Exercise = With pictures omitted, output the records below exactly as they appear.

Input data =
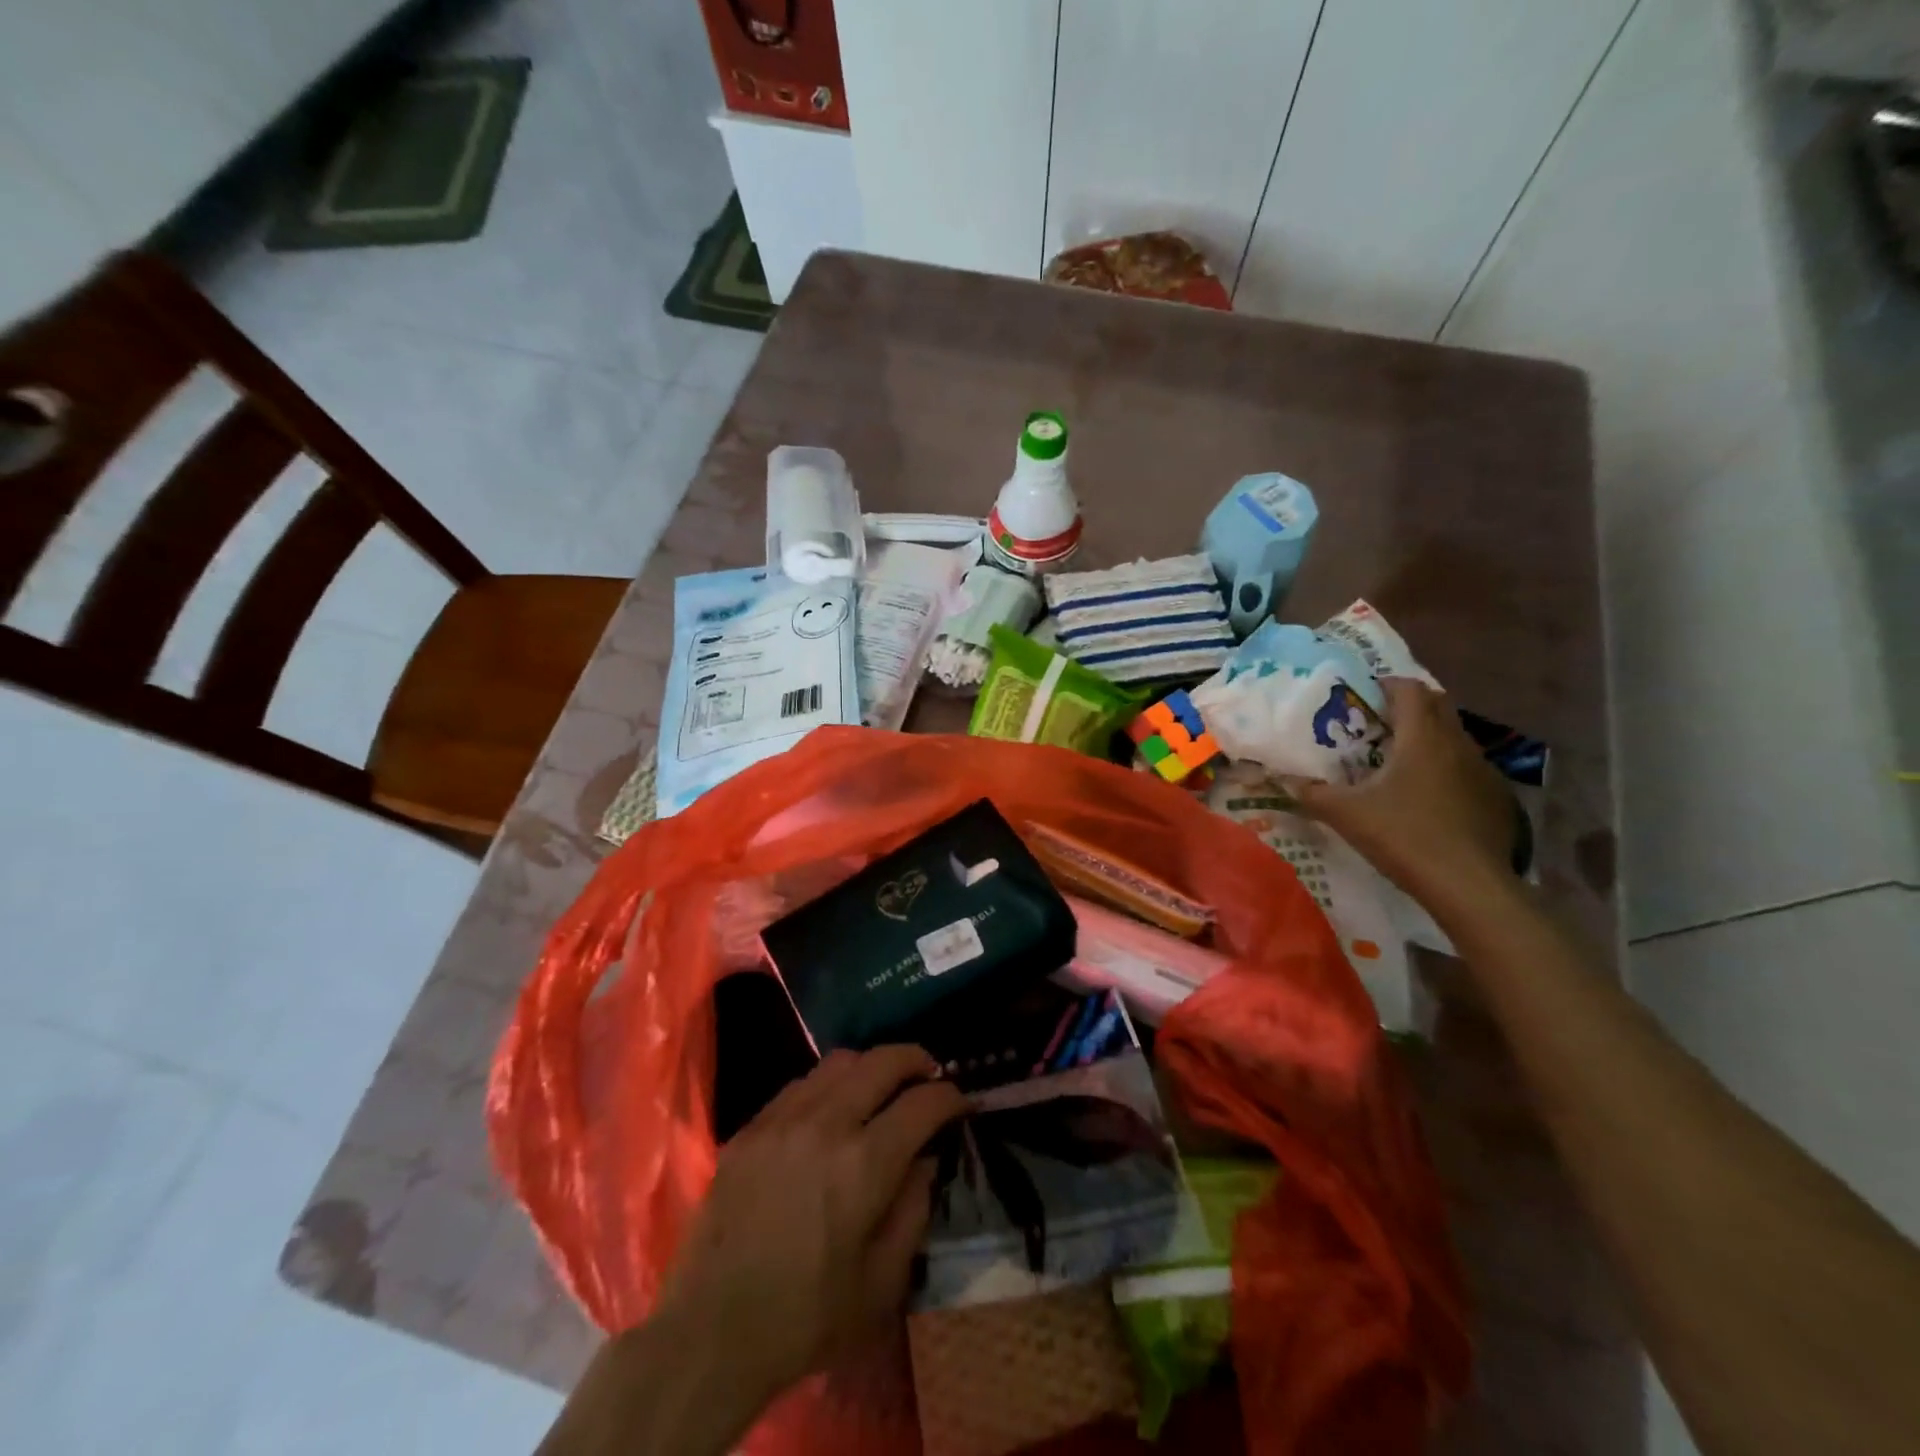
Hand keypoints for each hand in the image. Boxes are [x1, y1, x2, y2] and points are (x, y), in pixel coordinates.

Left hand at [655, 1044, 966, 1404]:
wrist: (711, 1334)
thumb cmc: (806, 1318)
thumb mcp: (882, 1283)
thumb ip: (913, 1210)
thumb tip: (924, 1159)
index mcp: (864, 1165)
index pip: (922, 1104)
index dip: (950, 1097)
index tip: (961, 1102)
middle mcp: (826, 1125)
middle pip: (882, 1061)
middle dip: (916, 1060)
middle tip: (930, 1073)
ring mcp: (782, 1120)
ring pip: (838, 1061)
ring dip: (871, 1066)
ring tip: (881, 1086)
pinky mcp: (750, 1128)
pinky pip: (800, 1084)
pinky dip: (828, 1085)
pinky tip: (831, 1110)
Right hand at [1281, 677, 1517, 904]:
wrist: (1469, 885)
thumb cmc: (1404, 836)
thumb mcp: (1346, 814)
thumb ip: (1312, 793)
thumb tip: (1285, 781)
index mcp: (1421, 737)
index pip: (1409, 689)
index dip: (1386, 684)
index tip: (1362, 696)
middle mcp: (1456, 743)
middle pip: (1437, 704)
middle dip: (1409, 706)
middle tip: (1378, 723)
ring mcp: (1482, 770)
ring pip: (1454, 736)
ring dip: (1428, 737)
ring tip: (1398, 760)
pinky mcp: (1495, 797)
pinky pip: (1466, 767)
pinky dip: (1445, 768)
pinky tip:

Task response =
Hand keypoints for each hand in the image. Boxes are [x1, y1, x2, y2] and points are (x, y), in pixel coordinates.

Left hand at [655, 1044, 966, 1404]:
wrist: (711, 1334)
thumb cmc: (806, 1318)
thumb mcp: (882, 1283)
thumb ip: (913, 1210)
thumb tip: (924, 1159)
index mcp: (864, 1165)
index pip: (922, 1104)
index dip: (950, 1097)
index tip: (961, 1102)
middle mcp: (826, 1125)
middle pip: (882, 1061)
middle dip: (916, 1060)
middle tip: (930, 1073)
ring mcp: (782, 1120)
ring pip: (838, 1061)
ring dip: (871, 1066)
ring tip: (881, 1086)
pinky mcp: (750, 1128)
pinky pip: (800, 1084)
pinky dip: (828, 1085)
pinky tip: (831, 1110)
Right hand at [1281, 677, 1517, 904]:
wrist: (1469, 885)
thumb cmc: (1404, 836)
thumb mcp: (1346, 814)
thumb ip: (1312, 793)
thumb tip: (1285, 781)
index mcp: (1421, 737)
index pip: (1409, 689)
index dip: (1386, 684)
index tip: (1362, 696)
middle mcp: (1456, 743)
middle pip: (1437, 704)
middle dip: (1409, 706)
middle tip: (1378, 723)
ring mcp: (1482, 770)
ring pip: (1454, 736)
ring dip: (1428, 737)
ring tip: (1398, 760)
pinky mcp: (1495, 797)
pinky pip: (1466, 767)
pinky dip: (1445, 768)
pinky tip:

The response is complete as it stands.